Now, let’s talk a little about the new patent fee schedule and micro-entity discount that both go into effect Tuesday, March 19th. What is most significant about the new patent fee schedule is that thanks to the America Invents Act, it will be the first time in U.S. history that the patent office is setting its own fees, rather than implementing ones crafted by Congress. Specifically, we have set or adjusted over 350 patent service fees, taking into account much of the input we received from all of you and our Patent Public Advisory Committee during our fee setting process.
This new patent fee schedule will position the agency to accomplish several goals that you helped us to set in our strategic plan and fee setting process. To mention a couple: We are aiming to collect sufficient revenue to tackle the backlog of unexamined patent application as well as to reduce application pendency for not only a first office action but also a final disposition. We likewise aim to foster innovation and job creation by lowering the barrier of entry into the patent system with below cost front end fees for filing, searching, and examining a patent application. At the same time, we will recoup the front end subsidy with above cost back end fees for maintaining a patent.
Flexibility in fee-setting allows us to find creative ways to benefit individual inventors and small entrepreneurial enterprises. In conjunction with the release of our new patent fee schedule, the agency will begin offering a micro-entity discount of 75 percent on all fees associated with filing, searching, examining, issuing, maintaining, and appealing a patent application or patent. Additionally, we are expanding the fees eligible for the small entity 50 percent discount. These discounts are designed to assist truly independent inventors in gaining access to the patent system.

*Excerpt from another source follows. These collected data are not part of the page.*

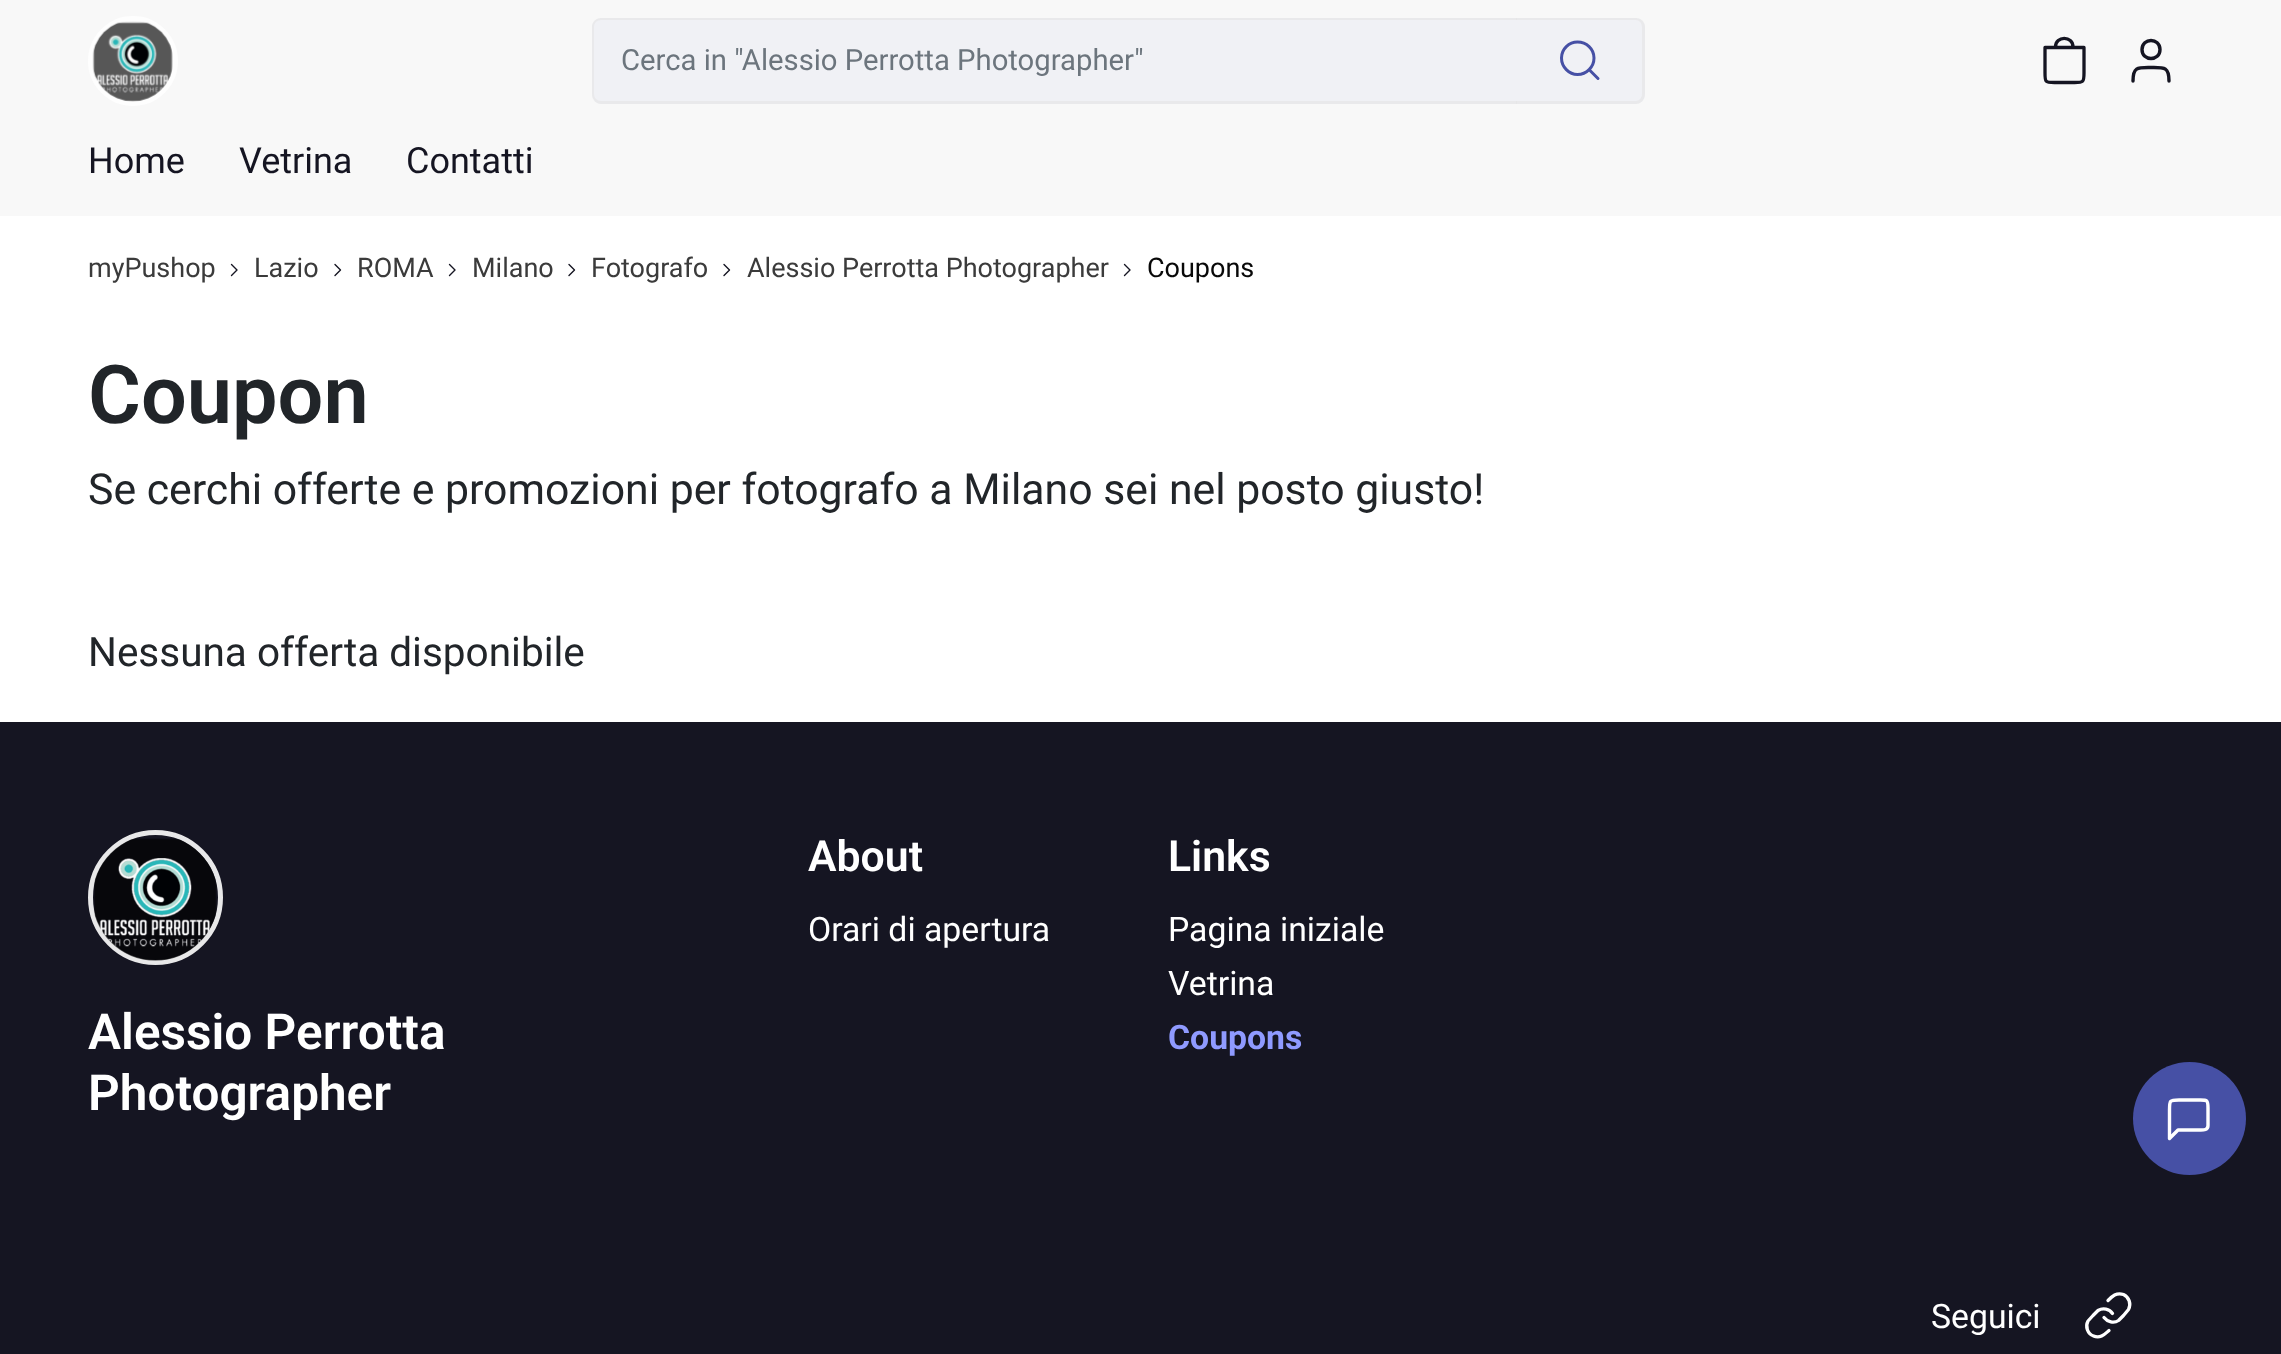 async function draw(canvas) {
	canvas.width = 2281;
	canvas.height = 1354;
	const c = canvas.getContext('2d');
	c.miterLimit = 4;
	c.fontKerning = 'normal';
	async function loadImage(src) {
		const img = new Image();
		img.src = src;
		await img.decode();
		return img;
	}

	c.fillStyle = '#fff';
	c.fillRect(0, 0, 2281, 1354);
	c.fillStyle = '#f8f8f8';
	c.fillRect(0, 0, 2281, 216);
	c.beginPath();
	c.arc(133, 61, 42.5, 0, 2 * Math.PI);
	c.strokeStyle = '#fefefe';
	c.lineWidth = 5;
	c.stroke();
	c.drawImage(await loadImage('img1.png'), 92, 21, 81, 81);
	c.fillStyle = '#f0f1f5';
	c.beginPath();
	c.roundRect(592, 18, 927, 86, [9, 0, 0, 9]);
	c.fill();
	c.fillStyle = '#e4e4e499';
	c.beginPath();
	c.moveTo(601, 18);
	c.lineTo(1519, 18);
	c.lineTo(1519, 104);
	c.lineTo(601, 104);
	c.bezierCurveTo(596, 104, 592, 99, 592, 94);
	c.lineTo(592, 27);
	c.bezierCurveTo(592, 22, 596, 18, 601, 18);
	c.closePath();
	c.moveTo(601, 20);
	c.lineTo(1519, 20);
	c.lineTo(1519, 101);
	c.lineTo(601, 101);
	c.bezierCurveTo(597, 101, 594, 98, 594, 94);
	c.lineTo(594, 27);
	c.bezierCurveTo(594, 23, 597, 20, 601, 20);
	c.closePath();
	c.fill('evenodd');
	c.font = '29.25px Roboto';
	c.fillStyle = '#6c757d';
	c.fillText('Cerca in "Alessio Perrotta Photographer"', 621, 70);
	c.fillStyle = '#f0f1f5';
	c.beginPath();
	c.roundRect(1517, 18, 128, 86, [0, 9, 9, 0]);
	c.fill();
	c.fillStyle = '#e4e4e499';
	c.beginPath();
	c.moveTo(1516, 18);
	c.lineTo(1636, 18);
	c.bezierCurveTo(1641, 18, 1645, 22, 1645, 27);
	c.lineTo(1645, 94);
	c.bezierCurveTo(1645, 99, 1641, 104, 1636, 104);
	c.lineTo(1516, 104);
	c.closePath();
	c.moveTo(1516, 20);
	c.lineTo(1636, 20);
	c.bezierCurveTo(1639, 20, 1642, 23, 1642, 27);
	c.lineTo(1642, 94);
	c.bezierCurveTo(1642, 98, 1639, 101, 1636, 101);
	c.lineTo(1516, 101);
	c.closePath();
	c.fill('evenodd');
	c.beginPath();
	c.moveTo(1598, 78.5);
	c.lineTo(1589, 69.5);
	c.moveTo(1594, 58);
	c.bezierCurveTo(1594, 67, 1586.5, 74.5, 1577.5, 74.5);
	c.bezierCurveTo(1569, 74.5, 1561.5, 67, 1561.5, 58);
	c.bezierCurveTo(1561.5, 49, 1569, 42, 1577.5, 42);
	c.bezierCurveTo(1586.5, 42, 1594, 49, 1594, 58);
	c.closePath();
	c.strokeStyle = '#4650a5';
	c.lineWidth = 3;
	c.lineCap = 'round';
	c.lineJoin = 'round';
	c.stroke();
	c.beginPath();
	c.moveTo(2073, 47);
	c.bezierCurveTo(2073, 35.5, 2055.5, 35.5, 2055.5, 47);
	c.moveTo(2045, 47.5);
	c.lineTo(2045, 73);
	c.bezierCurveTo(2045, 82, 2045, 82.5, 2054.5, 82.5);
	c.lineTo(2074.5, 82.5);
	c.bezierCurveTo(2083.5, 82.5, 2084, 82, 2084, 73);
	c.lineTo(2084, 47.5);
	c.closePath();
	c.strokeStyle = '#151522';
	c.lineWidth = 3.3;
	c.stroke();
	c.beginPath();
	c.moveTo(2169, 81);
	c.bezierCurveTo(2169, 66.5, 2164, 67.5, 2151, 67.5);
	c.bezierCurveTo(2138, 67.5, 2133, 66.5, 2133, 81);
	c.moveTo(2160, 49.5);
	c.bezierCurveTo(2160, 61.5, 2142, 61.5, 2142, 49.5);
	c.bezierCurveTo(2142, 37.5, 2160, 37.5, 2160, 49.5);
	c.closePath();
	c.lineWidth = 3.4;
	c.stroke();
	c.font = '36px Roboto';
	c.fillStyle = '#151522';
	for (const [text, x, y] of [
		['Home', 88, 173],
		['Vetrina', 239, 173],
		['Contatti', 406, 173],
	]) {
		c.fillText(text, x, y);
	}
	c.font = '27px Roboto';
	c.fillStyle = '#3b3b3b';
	c.fillText('myPushop', 88, 277);
	c.beginPath();
	c.moveTo(231.5, 275.5);
	c.lineTo(237, 270);
	c.lineTo(231.5, 264.5);
	c.lineWidth = 1.4;
	c.stroke();
	c.fillText('Lazio', 254, 277);
	c.beginPath();
	c.moveTo(335, 275.5);
	c.lineTo(340.5, 270);
	c.lineTo(335, 264.5);
	c.stroke();
	c.fillText('ROMA', 357, 277);
	c.beginPath();
	c.moveTo(449.5, 275.5);
	c.lineTo(455, 270);
	c.lineTo(449.5, 264.5);
	c.stroke();
	c.fillText('Milano', 472, 277);
	c.beginPath();
	c.moveTo(569, 275.5);
	c.lineTo(574.5, 270);
	c.lineTo(569, 264.5);
	c.stroke();
	c.fillText('Fotografo', 591, 277);
	c.beginPath();
	c.moveTo(724, 275.5);
	c.lineTo(729.5, 270);
	c.lineTo(724, 264.5);
	c.stroke();
	c.fillText('Alessio Perrotta Photographer', 747, 277);
	c.beginPath();
	c.moveTo(1124.5, 275.5);
	c.lineTo(1130, 270);
	c.lineTo(1124.5, 264.5);
	c.stroke();
	c.fillStyle = '#080808';
	c.fillText('Coupons', 1147, 277);
	c.font = '600 81px Roboto';
	c.fillStyle = '#212529';
	c.fillText('Coupon', 88, 423);
	c.font = '42.75px Roboto';
	c.fillText('Se cerchi offerte e promozioni per fotografo a Milano sei nel posto giusto!', 88, 504);
	c.font = '40.5px Roboto';
	c.fillText('Nessuna offerta disponibile', 88, 666);
	c.fillStyle = '#151522';
	c.fillRect(0, 722, 2281, 632);
	c.beginPath();
	c.arc(155.5, 897.5, 65, 0, 2 * Math.PI);
	c.strokeStyle = '#e8e8e9';
	c.lineWidth = 5;
	c.stroke();
	c.drawImage(await loadImage('img2.png'), 93, 838, 124, 123);
	c.font = '600 49.5px Roboto';
	c.fillStyle = '#fff';
	c.fillText('Alessio Perrotta', 88, 1049);
	c.fillText('Photographer', 88, 1110);
	c.font = '600 42.75px Roboto';
	c.fillText('About', 808, 871);
	c.font = '33.75px Roboto';
	c.fillText('Orari di apertura', 808, 941);
	c.font = '600 42.75px Roboto';
	c.fillText('Links', 1168, 871);
	c.font = '33.75px Roboto';
	c.fillText('Pagina iniziale', 1168, 941);
	c.fillText('Vetrina', 1168, 995);
	c.font = 'bold 33.75px Roboto';
	c.fillStyle = '#8f9aff';
	c.fillText('Coupons', 1168, 1049);
	c.font = '33.75px Roboto';
	c.fillStyle = '#fff';
	c.fillText('Seguici', 1931, 1328);
	c.beginPath();
	c.moveTo(2104, 1317.5);
	c.bezierCurveTo(2107.5, 1322, 2114, 1323.5, 2118.5, 1320.5);
	c.lineTo(2123.5, 1315.5);
	c.lineTo(2128.5, 1309.5);
	c.bezierCurveTo(2131.5, 1304, 2129, 1297, 2123.5, 1294.5);
	c.bezierCurveTo(2116.5, 1292, 2112, 1296.5, 2108, 1300.5);
	c.moveTo(2112.5, 1313.5);
	c.bezierCurveTo(2109.5, 1309, 2103, 1307.5, 2098, 1310.5);
	c.lineTo(2093, 1315.5);
	c.lineTo(2088, 1321);
	c.bezierCurveTo(2085, 1326.5, 2087.5, 1334, 2093.5, 1336);
	c.bezierCurveTo(2100, 1339, 2104.5, 1334.5, 2109, 1330.5);
	c.strokeStyle = '#fff';
	c.lineWidth = 3.3;
	c.stroke();
	c.fillStyle = '#4650a5';
	c.beginPath();
	c.arc(2189.5, 1118.5, 56.5, 0, 2 * Math.PI);
	c.fill();
	c.beginPath();
	c.moveTo(2208, 1125.5);
	c.bezierCurveTo(2208, 1130.5, 2203, 1130, 2199.5, 1130);
	c.lineTo(2178, 1130);
	c.lineTo(2169.5, 1138.5);
	c.lineTo(2169.5, 1110);
	c.bezierCurveTo(2169.5, 1100.5, 2169.5, 1100, 2179, 1100);
	c.lineTo(2199, 1100);
	c.bezierCurveTo(2207, 1100, 2208, 1099.5, 2208, 1108);
	c.closePath();
	c.lineWidth = 3.4;
	c.stroke();
}

draw(document.querySelector('canvas'));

Before I turn the program back over to Janet, let me just say that I am proud of the collaboration we shared with our stakeholder community over the past 18 months in this process and greatly appreciate the input that all of you have given, both those in the room and those joining us on the webcast. I truly believe that our rules are stronger and better suited for a 21st century patent system because of the public feedback we received and we incorporated into every single rulemaking we promulgated.